"Rossi humiliated me"

quotRossi humiliated mequot

Starting a new stage in your life, Jorge Lorenzo you go through ‘La Caja’ DAZN to review everything that has been his career in MotoGP. The Mallorcan, now a World Cup commentator on the platform, nothing was left in the inkwell: from his relationship with Rossi, his departure from Yamaha and even certain aspects of his life that he had kept secret until now. A whole life dedicated to motorcycles that led him to get up to five world championships. A successful career that, however, in 2019 led to depression. Always demanding of himself and seeking maximum perfection, Lorenzo found a Honda that he did not know how to tame and that, together with injuries, led him to opt for his retirement that same year.
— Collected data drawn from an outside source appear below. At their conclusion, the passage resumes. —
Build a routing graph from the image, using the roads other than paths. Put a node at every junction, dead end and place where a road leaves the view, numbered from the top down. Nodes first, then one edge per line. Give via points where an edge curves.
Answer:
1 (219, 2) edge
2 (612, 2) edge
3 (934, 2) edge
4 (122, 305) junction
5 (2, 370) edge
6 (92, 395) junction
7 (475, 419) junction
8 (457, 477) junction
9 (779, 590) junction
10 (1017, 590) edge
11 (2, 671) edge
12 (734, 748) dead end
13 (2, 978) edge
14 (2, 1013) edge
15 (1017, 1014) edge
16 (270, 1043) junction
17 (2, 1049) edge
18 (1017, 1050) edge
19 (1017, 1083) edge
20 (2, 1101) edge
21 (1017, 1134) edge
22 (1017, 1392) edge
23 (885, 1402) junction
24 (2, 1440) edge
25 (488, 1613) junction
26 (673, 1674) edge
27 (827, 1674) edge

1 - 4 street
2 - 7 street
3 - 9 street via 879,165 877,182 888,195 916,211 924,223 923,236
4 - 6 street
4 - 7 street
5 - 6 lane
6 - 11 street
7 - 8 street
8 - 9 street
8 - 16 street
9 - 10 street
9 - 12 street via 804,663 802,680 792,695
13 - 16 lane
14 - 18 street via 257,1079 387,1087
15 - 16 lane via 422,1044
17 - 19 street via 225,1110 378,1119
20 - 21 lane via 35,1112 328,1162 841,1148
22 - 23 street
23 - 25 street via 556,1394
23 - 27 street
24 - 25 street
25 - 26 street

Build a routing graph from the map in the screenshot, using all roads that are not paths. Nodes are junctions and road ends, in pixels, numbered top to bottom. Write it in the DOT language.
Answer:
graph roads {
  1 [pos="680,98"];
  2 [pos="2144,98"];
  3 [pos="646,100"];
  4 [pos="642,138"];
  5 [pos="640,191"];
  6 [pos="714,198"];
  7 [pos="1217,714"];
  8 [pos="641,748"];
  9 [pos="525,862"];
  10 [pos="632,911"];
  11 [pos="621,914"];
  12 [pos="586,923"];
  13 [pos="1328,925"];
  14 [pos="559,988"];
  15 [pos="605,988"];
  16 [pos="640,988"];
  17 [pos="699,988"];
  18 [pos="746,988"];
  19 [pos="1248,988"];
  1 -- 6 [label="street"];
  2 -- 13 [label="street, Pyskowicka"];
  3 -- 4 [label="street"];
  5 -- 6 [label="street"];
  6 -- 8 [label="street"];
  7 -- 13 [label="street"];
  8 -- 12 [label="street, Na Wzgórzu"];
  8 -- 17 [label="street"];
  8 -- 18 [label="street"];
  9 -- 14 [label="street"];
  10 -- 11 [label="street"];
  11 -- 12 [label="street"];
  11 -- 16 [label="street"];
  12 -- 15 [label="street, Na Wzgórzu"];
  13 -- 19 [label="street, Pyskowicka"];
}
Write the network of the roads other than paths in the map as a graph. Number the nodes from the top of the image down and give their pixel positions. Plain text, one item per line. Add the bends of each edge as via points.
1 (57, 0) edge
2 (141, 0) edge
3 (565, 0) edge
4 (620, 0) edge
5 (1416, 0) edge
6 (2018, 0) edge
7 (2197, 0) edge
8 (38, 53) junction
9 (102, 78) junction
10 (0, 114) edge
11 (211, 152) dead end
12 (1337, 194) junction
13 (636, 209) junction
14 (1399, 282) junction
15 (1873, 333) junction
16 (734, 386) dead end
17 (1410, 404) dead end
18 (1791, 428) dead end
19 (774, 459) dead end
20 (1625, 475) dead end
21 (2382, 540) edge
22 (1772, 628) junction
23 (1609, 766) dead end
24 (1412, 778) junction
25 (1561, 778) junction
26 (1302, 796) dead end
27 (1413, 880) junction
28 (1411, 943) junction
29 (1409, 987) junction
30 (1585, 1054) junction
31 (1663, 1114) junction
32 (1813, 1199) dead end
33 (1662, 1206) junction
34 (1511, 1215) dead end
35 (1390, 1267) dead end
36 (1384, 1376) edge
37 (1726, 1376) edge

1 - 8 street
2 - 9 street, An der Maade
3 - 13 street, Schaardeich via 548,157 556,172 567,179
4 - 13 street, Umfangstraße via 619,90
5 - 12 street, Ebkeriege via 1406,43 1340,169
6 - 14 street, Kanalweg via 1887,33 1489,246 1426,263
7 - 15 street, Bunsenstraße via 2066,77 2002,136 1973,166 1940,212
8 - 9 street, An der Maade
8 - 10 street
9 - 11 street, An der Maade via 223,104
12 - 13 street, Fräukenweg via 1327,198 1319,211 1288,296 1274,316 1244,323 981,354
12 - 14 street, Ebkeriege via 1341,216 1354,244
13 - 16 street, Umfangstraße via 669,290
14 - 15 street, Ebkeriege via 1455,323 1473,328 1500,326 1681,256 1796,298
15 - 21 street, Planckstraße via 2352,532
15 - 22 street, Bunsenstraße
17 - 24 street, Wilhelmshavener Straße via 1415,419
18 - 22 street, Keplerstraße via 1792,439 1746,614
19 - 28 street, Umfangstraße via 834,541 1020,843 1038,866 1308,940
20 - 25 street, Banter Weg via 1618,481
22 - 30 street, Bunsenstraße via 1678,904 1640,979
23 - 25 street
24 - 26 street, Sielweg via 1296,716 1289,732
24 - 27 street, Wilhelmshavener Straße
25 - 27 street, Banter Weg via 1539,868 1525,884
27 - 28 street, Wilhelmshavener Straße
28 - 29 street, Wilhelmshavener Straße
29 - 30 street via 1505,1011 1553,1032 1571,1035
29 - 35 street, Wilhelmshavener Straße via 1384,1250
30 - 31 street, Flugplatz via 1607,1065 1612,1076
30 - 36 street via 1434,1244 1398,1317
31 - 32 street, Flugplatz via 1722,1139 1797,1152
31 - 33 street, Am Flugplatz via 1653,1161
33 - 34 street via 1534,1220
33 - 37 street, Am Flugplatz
The Balearic no longer enjoyed his great passion and decided that it was time to start dedicating his time to leisure. “He was very perfectionist and one day Wayne Rainey, when we were talking on the phone, he told me: ‘Hey, don’t ever forget to enjoy yourself, because it happened to me that I was so obsessed with perfection and so much work, that in the end I didn’t enjoy it’. It turned against me because you always lose happiness and when you lose happiness and joy, you lose performance. And that, I suffered a lot in 2019, things were not going well for me, I was injured in preseason… And in order to reverse the situation with Honda, I only trained and trained from 9 in the morning and did not do any leisure. So, I went into a kind of depression. I wasn’t happy, I wasn’t motivated,” Lorenzo tells about what would be his last season in MotoGP.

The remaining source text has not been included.